--- START ---

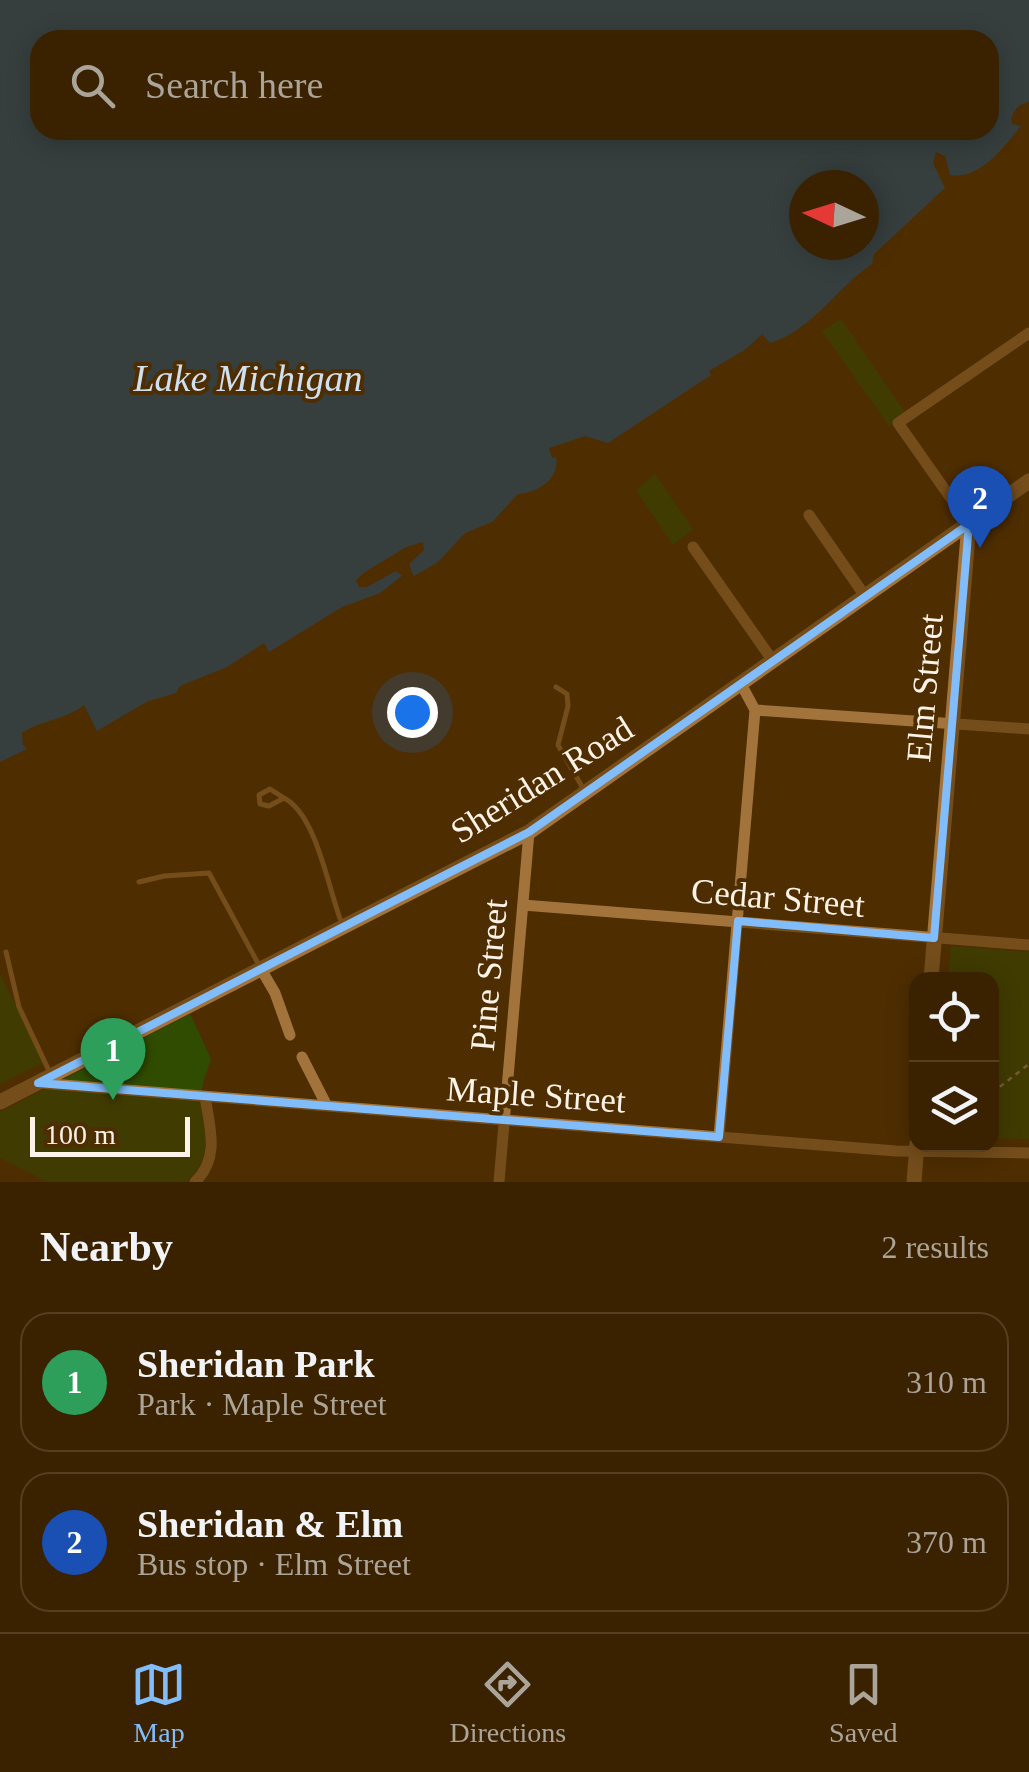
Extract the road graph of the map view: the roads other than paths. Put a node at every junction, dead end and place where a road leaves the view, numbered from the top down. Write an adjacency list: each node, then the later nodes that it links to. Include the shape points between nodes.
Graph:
1 (1029, 333): 4 (street, via 898,424)
2 (1029, 481): 4 (street, Sheridan Road)
3 (809, 515): 6 (street)
4 (969, 524): 6 (street, Sheridan Road); 11 (street, Elm Street)
5 (692, 547): 7 (street)
6 (865, 596): 7 (street, Sheridan Road)
7 (773, 661): 8 (street, Sheridan Road)
8 (741, 684): 10 (street); 13 (street, Sheridan Road)
9 (556, 687): 13 (lane, via 567,694 568,706 558,745)
10 (755, 710): 11 (street); 18 (street)
11 (952, 724): 12 (street); 20 (street, Elm Street)
12 (1029, 729)
13 (586, 793): 15 (street, Sheridan Road)
14 (284, 798): 14 (lane, via 270,806 260,804 259,795 270,790); 19 (lane, via 297,805 318,848)
15 (529, 832): 17 (street, Pine Street); 19 (street, Sheridan Road)
16 (139, 882): 23 (lane, via 210,873)
17 (523, 905): 18 (street, Cedar Street); 31 (street, Pine Street)
18 (738, 921): 20 (street, Cedar Street); 32 (street)
19 (343, 927): 23 (street, Sheridan Road)
20 (934, 938): 21 (street, Cedar Street); 24 (street, Elm Street)
21 (1029, 945)
22 (6, 952): 27 (lane)
23 (261, 969): 25 (street); 27 (street, Sheridan Road)
24 (931, 972)
25 (290, 1035)
26 (302, 1057): 30 (street)
27 (45, 1079): 28 (street, Maple Street); 29 (street, Sheridan Road)
28 (205, 1098): 30 (street, Maple Street); 37 (street, via 212,1155)
29 (0, 1102)
30 (327, 1106): 31 (street, Maple Street)
31 (504, 1120): 32 (street, Maple Street); 38 (street, Pine Street)
32 (719, 1137): 33 (street, Maple Street)
33 (909, 1148)
34 (917, 1152): 39 (street)
35 (992, 1152): 36 (street, Maple Street)
36 (1029, 1154)
37 (195, 1182)
38 (499, 1182)
39 (914, 1182)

--- END ---

Pictures are to be left out; please print the rest of the records above word for word.

* _Response to this task_:
Extract the road graph of the map view: the roads other than paths. Put a node at every junction, dead end and place where a road leaves the view, numbered from the top down. Write an adjacency list: each node, then the later nodes that it links to. Include the shape points between nodes.
Graph:
1 (1029, 333): 4 (street, via 898,424)
2 (1029, 481): 4 (street, Sheridan Road)
3 (809, 515): 6 (street)
4 (969, 524): 6 (street, Sheridan Road); 11 (street, Elm Street)
5 (692, 547): 7 (street)
6 (865, 596): 7 (street, Sheridan Road)
7 (773, 661): 8 (street, Sheridan Road)
8 (741, 684): 10 (street); 13 (street, Sheridan Road)
9 (556, 687): 13 (lane, via 567,694 568,706 558,745)
10 (755, 710): 11 (street); 18 (street)
11 (952, 724): 12 (street); 20 (street, Elm Street)
12 (1029, 729)
13 (586, 793): 15 (street, Sheridan Road)
14 (284, 798): 14 (lane, via 270,806 260,804 259,795 270,790); 19 (lane, via 297,805 318,848)
15 (529, 832): 17 (street, Pine Street); 19 (street, Sheridan Road)
16 (139, 882): 23 (lane, via 210,873)
17 (523, 905): 18 (street, Cedar Street); 31 (street, Pine Street)
18 (738, 921): 20 (street, Cedar Street); 32 (street)
19 (343, 927): 23 (street, Sheridan Road)
20 (934, 938): 21 (street, Cedar Street); 24 (street, Elm Street)
21 (1029, 945)
22 (6, 952): 27 (lane)
23 (261, 969): 25 (street); 27 (street, Sheridan Road)
24 (931, 972)
25 (290, 1035)
26 (302, 1057): 30 (street)
27 (45, 1079): 28 (street, Maple Street); 29 (street, Sheridan Road)
28 (205, 1098): 30 (street, Maple Street); 37 (street, via 212,1155)
29 (0, 1102)
30 (327, 1106): 31 (street, Maple Street)
31 (504, 1120): 32 (street, Maple Street); 38 (street, Pine Street)
32 (719, 1137): 33 (street, Maple Street)
33 (909, 1148)
34 (917, 1152): 39 (street)
35 (992, 1152): 36 (street, Maple Street)
36 (1029, 1154)
37 (195, 1182)
38 (499, 1182)
39 (914, 1182)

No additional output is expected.